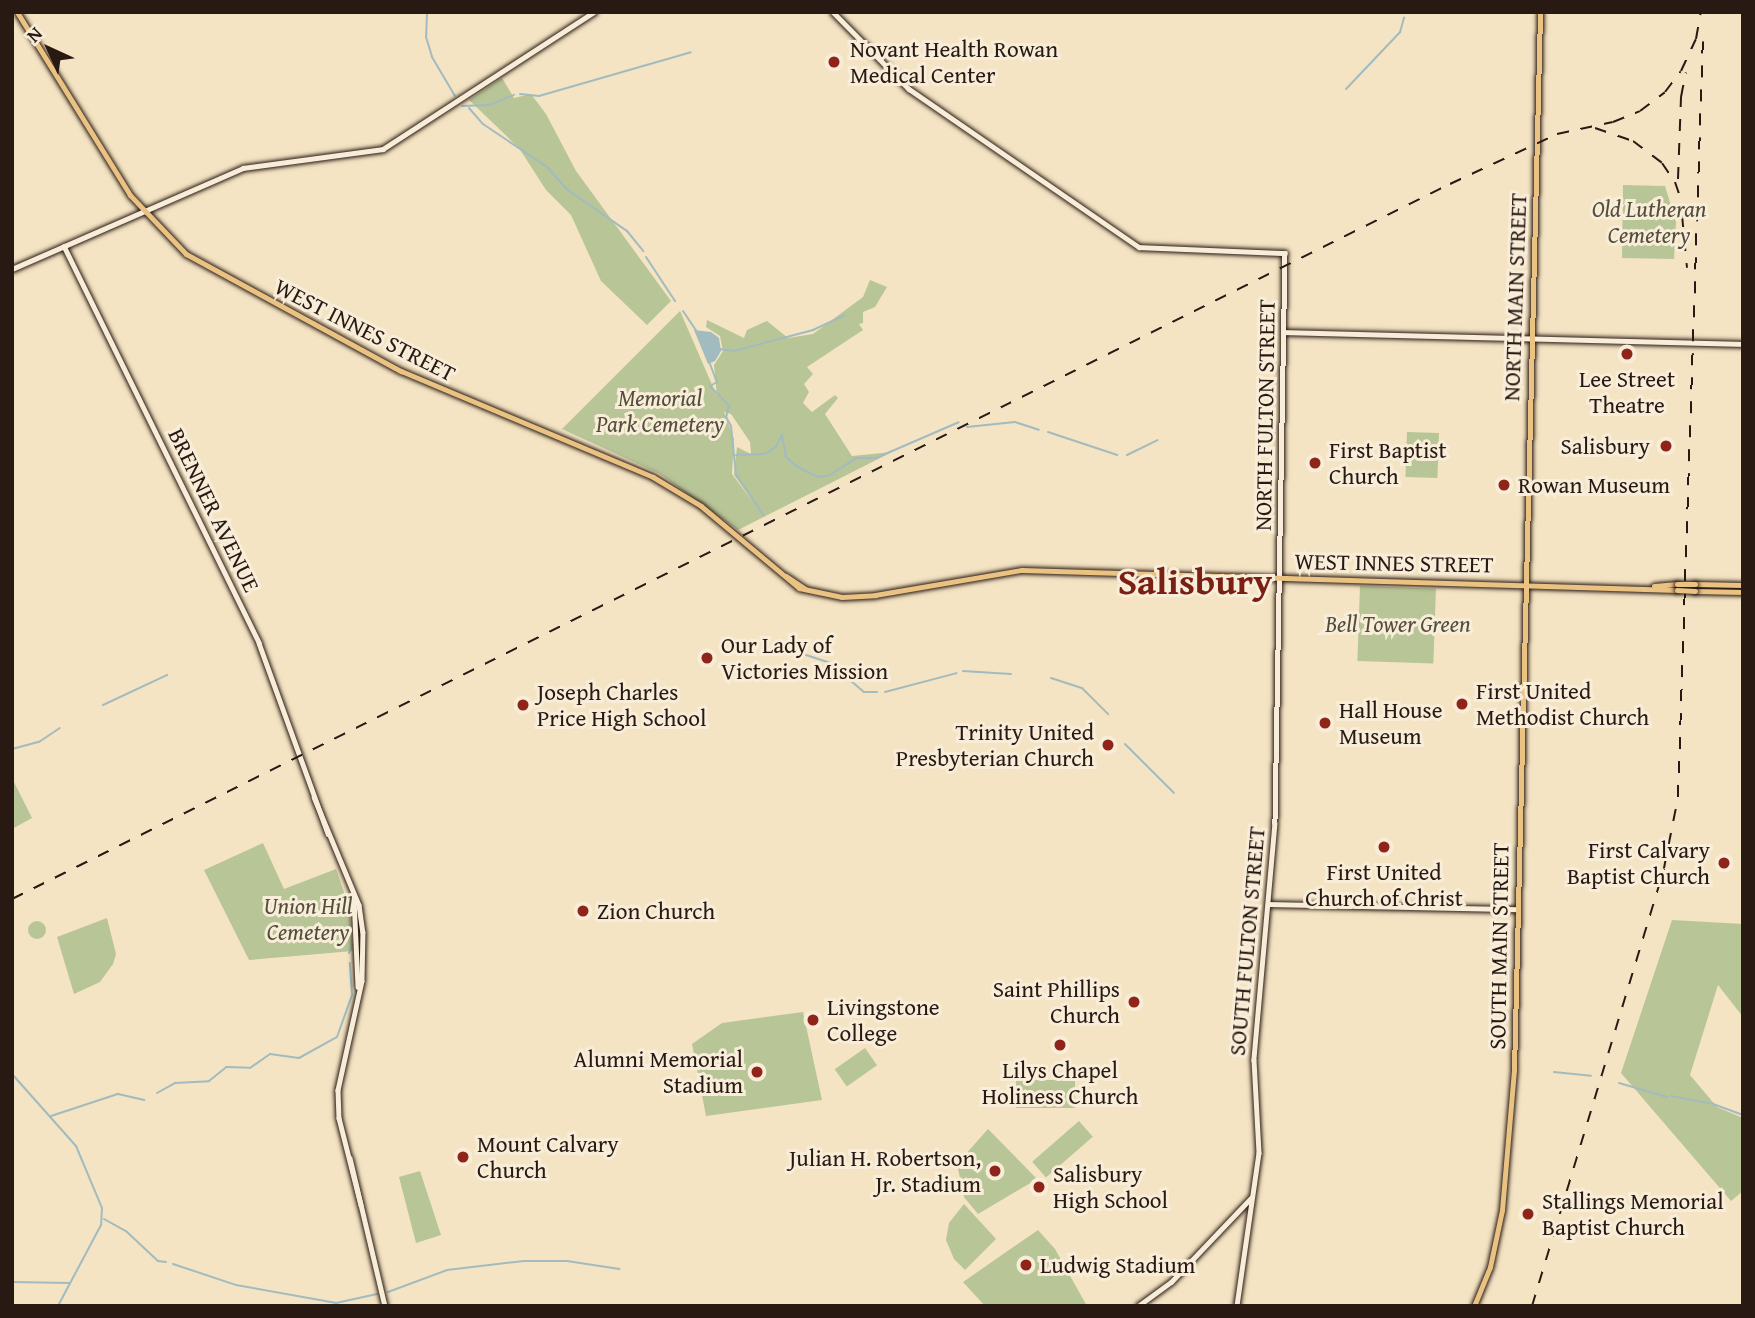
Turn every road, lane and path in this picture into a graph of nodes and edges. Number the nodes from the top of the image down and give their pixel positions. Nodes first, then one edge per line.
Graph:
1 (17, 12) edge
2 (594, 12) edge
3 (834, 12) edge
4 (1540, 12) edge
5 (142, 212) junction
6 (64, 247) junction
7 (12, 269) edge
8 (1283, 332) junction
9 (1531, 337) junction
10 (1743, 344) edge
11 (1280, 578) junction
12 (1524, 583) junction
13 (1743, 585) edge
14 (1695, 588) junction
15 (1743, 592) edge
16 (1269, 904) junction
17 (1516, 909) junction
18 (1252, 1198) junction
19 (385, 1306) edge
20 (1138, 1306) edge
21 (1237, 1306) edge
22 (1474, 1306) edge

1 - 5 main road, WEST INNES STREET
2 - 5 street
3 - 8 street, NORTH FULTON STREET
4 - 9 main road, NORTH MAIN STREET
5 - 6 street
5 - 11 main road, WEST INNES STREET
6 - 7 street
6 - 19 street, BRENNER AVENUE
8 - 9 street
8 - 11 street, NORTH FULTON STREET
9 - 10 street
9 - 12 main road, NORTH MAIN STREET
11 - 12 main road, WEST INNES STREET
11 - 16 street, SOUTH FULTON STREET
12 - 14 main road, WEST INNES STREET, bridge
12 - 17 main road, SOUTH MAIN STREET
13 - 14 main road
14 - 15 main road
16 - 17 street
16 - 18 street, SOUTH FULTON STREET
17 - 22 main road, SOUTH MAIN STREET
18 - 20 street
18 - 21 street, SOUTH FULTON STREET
==
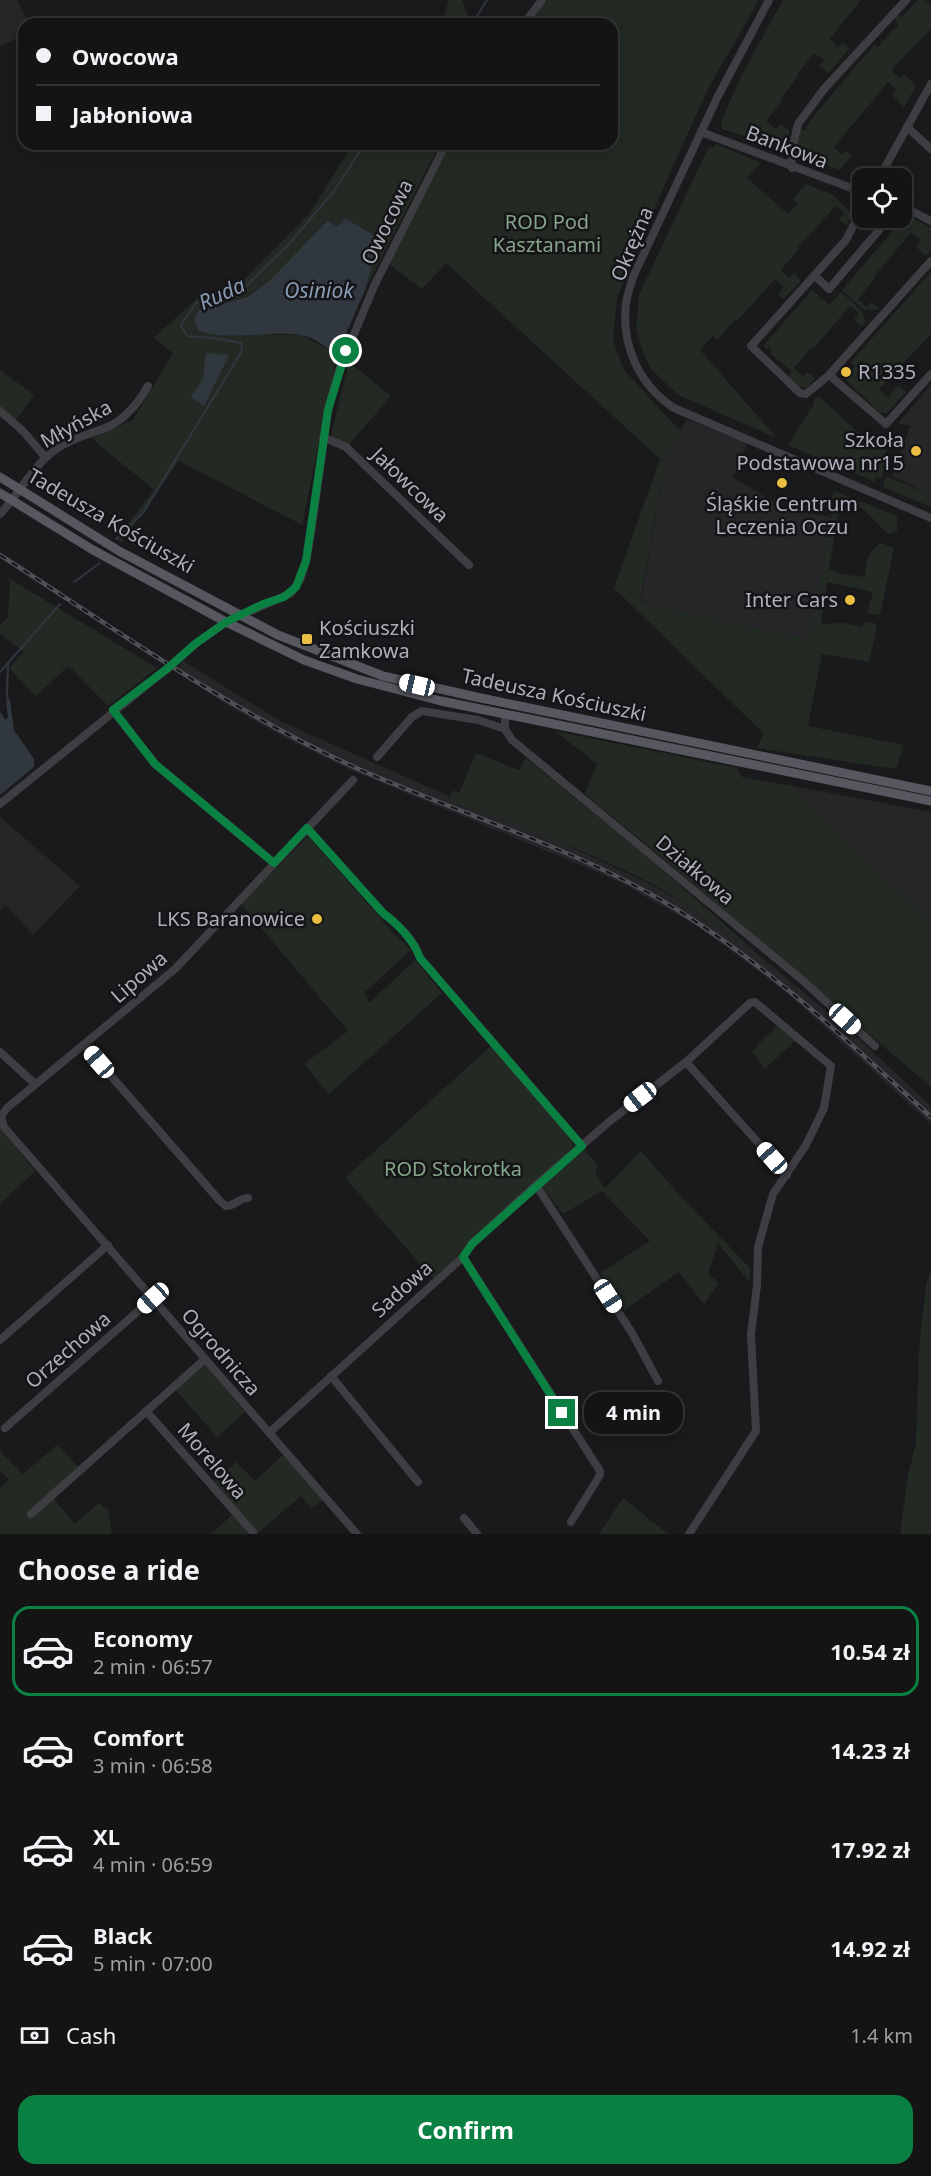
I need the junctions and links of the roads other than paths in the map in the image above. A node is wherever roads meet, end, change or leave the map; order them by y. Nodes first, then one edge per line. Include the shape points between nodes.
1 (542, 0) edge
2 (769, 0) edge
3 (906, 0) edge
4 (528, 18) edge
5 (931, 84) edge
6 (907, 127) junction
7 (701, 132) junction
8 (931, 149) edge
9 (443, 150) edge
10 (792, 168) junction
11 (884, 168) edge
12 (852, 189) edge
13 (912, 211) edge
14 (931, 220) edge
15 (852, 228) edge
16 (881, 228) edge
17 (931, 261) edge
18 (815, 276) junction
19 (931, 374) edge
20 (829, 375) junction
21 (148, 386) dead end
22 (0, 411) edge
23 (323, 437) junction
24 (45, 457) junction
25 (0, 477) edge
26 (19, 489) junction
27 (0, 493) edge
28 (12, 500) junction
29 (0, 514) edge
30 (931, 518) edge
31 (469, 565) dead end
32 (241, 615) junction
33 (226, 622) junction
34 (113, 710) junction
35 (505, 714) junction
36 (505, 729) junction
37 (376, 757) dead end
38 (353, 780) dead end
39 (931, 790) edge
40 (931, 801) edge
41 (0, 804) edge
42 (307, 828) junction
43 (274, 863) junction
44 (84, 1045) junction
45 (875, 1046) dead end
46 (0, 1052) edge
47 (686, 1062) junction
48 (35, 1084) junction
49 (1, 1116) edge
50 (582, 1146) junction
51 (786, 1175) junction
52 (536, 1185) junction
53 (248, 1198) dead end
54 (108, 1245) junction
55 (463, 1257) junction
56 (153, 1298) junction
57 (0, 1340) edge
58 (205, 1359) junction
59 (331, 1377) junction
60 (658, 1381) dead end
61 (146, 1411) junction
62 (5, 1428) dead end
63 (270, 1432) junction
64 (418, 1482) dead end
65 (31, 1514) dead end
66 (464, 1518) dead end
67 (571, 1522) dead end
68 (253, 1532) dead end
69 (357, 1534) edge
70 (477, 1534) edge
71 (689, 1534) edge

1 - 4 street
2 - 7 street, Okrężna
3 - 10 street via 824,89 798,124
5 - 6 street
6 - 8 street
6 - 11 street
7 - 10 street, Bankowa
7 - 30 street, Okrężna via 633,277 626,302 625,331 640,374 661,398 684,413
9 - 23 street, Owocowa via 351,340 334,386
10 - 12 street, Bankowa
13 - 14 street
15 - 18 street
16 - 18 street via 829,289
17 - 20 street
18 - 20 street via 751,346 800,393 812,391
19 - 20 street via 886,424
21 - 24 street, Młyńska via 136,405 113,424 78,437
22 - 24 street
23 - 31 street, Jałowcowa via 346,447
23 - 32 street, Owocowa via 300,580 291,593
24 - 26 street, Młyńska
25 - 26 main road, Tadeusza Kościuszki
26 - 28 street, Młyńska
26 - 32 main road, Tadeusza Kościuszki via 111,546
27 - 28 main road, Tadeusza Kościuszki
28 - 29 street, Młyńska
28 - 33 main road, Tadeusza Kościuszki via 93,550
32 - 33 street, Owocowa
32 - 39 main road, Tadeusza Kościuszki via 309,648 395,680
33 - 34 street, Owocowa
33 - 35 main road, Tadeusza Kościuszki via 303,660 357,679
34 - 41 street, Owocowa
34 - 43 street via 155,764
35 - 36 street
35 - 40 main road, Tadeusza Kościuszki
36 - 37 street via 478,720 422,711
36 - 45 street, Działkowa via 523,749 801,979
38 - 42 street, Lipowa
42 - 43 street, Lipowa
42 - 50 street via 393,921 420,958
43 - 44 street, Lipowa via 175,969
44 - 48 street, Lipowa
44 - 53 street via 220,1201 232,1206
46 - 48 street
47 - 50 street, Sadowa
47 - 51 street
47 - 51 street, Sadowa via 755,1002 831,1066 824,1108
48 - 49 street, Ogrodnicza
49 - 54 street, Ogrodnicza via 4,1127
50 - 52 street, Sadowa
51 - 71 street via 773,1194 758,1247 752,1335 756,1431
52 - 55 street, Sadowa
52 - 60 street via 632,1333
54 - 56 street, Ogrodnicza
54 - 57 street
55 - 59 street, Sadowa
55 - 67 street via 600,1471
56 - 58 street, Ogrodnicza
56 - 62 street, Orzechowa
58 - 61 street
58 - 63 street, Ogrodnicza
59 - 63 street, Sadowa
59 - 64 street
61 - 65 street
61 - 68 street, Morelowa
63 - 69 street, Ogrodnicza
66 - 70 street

- **WHAT THE TASK REQUIRES**
Where does the word "WEST" appear in the listing above? Copy every line that holds it.

- **PROBLEM SOLUTION**
1 - 5 main road, WEST INNES STREET
5 - 11 main road, WEST INNES STREET
11 - 12 main road, WEST INNES STREET
12 - 14 main road, WEST INNES STREET, bridge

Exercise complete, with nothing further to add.